Lazimnya juga setelah prosesi ruwatan atau perlakuan terhadap ari-ari tersebut selesai, maka sang ayah akan mengadzani ari-ari tersebut sebelum dilarung ke laut. Dalam perjalanan menuju tempat pelarungan umumnya juga akan diiringi dengan dengan lagu-lagu Jawa atau tembang Macapat Dandhang Gulo. Umumnya nyanyian Jawa tersebut dilakukan oleh kakek si bayi.
Sesampainya di lokasi pelarungan, adapula beberapa hal yang juga dilakukan sebelum melarung ari-ari tersebut. Salah satunya yakni melakukan pembacaan doa serta menabur bunga di lokasi pelarugan tersebut. Kendi yang berisi ari-ari tersebut juga tidak boleh dilempar ke laut, jadi sang ayah harus membungkuk dan meletakkan kendi tersebut ke air dan dibiarkan terbawa arus.
Hal ini dikarenakan adanya kepercayaan bahwa apabila kendi yang berisi ari-ari tersebut dilempar maka akan menyebabkan si bayi yang berada di rumah menjadi kaget. Pelarungan ari-ari ke lautan ini memiliki makna dan doa tersendiri agar si bayi memiliki pemahaman dan ilmu yang luas di kemudian hari seperti luasnya lautan. Lalu adapula dengan melarung maka akan diharapkan si bayi kelak akan kuat menghadapi gelombang kehidupan di kemudian hari.

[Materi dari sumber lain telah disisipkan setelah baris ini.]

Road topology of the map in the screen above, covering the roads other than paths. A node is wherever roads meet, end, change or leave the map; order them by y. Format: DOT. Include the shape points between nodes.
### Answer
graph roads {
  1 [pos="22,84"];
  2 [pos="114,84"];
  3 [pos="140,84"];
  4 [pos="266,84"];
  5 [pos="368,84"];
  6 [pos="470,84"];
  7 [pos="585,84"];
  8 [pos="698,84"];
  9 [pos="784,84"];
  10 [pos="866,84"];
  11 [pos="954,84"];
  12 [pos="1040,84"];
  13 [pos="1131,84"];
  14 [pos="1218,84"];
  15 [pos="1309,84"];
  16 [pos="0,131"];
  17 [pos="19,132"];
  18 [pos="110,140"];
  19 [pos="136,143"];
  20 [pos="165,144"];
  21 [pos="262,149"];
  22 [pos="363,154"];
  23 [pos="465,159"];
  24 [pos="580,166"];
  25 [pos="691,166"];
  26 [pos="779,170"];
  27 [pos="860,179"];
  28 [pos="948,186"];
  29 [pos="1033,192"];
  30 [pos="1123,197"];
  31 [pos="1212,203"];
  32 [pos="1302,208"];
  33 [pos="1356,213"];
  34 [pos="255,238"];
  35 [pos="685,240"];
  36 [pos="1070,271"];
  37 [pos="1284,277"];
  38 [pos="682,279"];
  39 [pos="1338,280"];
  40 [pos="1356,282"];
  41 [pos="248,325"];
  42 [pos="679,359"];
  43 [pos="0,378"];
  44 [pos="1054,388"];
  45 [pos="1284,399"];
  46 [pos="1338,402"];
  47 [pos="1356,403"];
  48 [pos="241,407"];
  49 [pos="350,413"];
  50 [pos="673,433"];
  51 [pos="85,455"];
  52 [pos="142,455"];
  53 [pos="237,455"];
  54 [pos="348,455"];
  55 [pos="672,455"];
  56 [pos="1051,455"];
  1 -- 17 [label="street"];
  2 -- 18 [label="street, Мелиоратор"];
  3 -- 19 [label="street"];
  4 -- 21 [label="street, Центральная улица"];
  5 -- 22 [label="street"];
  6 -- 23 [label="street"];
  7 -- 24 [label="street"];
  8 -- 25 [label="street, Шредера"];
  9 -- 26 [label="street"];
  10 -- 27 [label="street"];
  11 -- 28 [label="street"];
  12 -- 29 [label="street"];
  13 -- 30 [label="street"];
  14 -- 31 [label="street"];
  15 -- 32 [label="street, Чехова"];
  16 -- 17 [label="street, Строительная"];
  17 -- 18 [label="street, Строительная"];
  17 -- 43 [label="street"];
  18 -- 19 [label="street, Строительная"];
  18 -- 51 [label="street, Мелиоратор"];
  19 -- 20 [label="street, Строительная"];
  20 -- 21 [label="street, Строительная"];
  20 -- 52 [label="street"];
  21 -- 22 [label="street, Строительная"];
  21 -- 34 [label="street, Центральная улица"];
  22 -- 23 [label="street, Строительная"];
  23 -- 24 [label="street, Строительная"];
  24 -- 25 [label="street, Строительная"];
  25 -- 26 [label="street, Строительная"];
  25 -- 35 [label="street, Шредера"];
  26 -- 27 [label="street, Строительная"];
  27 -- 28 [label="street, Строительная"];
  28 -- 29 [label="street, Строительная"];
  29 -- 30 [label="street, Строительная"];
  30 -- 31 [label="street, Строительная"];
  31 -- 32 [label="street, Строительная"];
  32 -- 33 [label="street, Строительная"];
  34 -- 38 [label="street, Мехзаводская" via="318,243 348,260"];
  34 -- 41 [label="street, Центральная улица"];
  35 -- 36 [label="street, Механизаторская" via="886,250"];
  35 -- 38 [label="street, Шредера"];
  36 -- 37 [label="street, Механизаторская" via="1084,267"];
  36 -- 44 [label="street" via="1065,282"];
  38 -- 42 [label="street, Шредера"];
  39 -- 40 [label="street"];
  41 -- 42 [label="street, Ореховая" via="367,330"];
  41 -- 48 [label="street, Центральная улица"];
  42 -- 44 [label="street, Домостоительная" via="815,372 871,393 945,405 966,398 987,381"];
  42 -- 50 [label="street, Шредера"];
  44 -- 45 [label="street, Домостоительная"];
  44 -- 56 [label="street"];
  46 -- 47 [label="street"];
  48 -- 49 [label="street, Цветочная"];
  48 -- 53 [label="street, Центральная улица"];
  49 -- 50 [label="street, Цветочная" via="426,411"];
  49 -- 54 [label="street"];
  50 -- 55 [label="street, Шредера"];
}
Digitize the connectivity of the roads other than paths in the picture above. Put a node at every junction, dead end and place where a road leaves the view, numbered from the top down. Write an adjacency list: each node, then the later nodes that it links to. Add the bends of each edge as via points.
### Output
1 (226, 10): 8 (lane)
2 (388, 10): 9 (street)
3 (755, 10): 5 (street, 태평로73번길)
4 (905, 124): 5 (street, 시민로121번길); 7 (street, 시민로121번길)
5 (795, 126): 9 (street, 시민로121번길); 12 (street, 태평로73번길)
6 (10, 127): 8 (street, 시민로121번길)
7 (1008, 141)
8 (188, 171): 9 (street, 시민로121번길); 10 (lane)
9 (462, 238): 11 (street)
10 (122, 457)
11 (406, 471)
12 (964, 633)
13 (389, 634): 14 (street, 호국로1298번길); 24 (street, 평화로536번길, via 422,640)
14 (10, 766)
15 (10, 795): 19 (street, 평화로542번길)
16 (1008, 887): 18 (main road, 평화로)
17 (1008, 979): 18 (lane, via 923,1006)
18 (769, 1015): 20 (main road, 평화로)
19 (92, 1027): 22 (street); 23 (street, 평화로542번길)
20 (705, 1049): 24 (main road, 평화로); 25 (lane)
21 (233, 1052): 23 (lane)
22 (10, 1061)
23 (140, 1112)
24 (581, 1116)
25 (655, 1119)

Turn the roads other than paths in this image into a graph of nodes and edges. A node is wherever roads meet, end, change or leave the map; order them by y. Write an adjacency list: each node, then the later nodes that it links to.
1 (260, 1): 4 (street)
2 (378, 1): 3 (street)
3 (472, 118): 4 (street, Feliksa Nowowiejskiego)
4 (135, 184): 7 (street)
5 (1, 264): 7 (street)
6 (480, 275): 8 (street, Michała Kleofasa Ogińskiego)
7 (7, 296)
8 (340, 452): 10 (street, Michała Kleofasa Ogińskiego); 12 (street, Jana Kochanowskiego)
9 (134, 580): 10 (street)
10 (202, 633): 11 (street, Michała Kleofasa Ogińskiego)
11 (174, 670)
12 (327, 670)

Setelah proses pelarungan selesai maka akan ditutup dengan acara doa bersama sekaligus acara tumpengan sebagai bentuk syukur atas kelahiran bayi tersebut. Umumnya tumpeng yang berisi nasi kuning dan beragam lauk pauk tersebut akan dimakan bersama keluarga dan tetangga sekitar.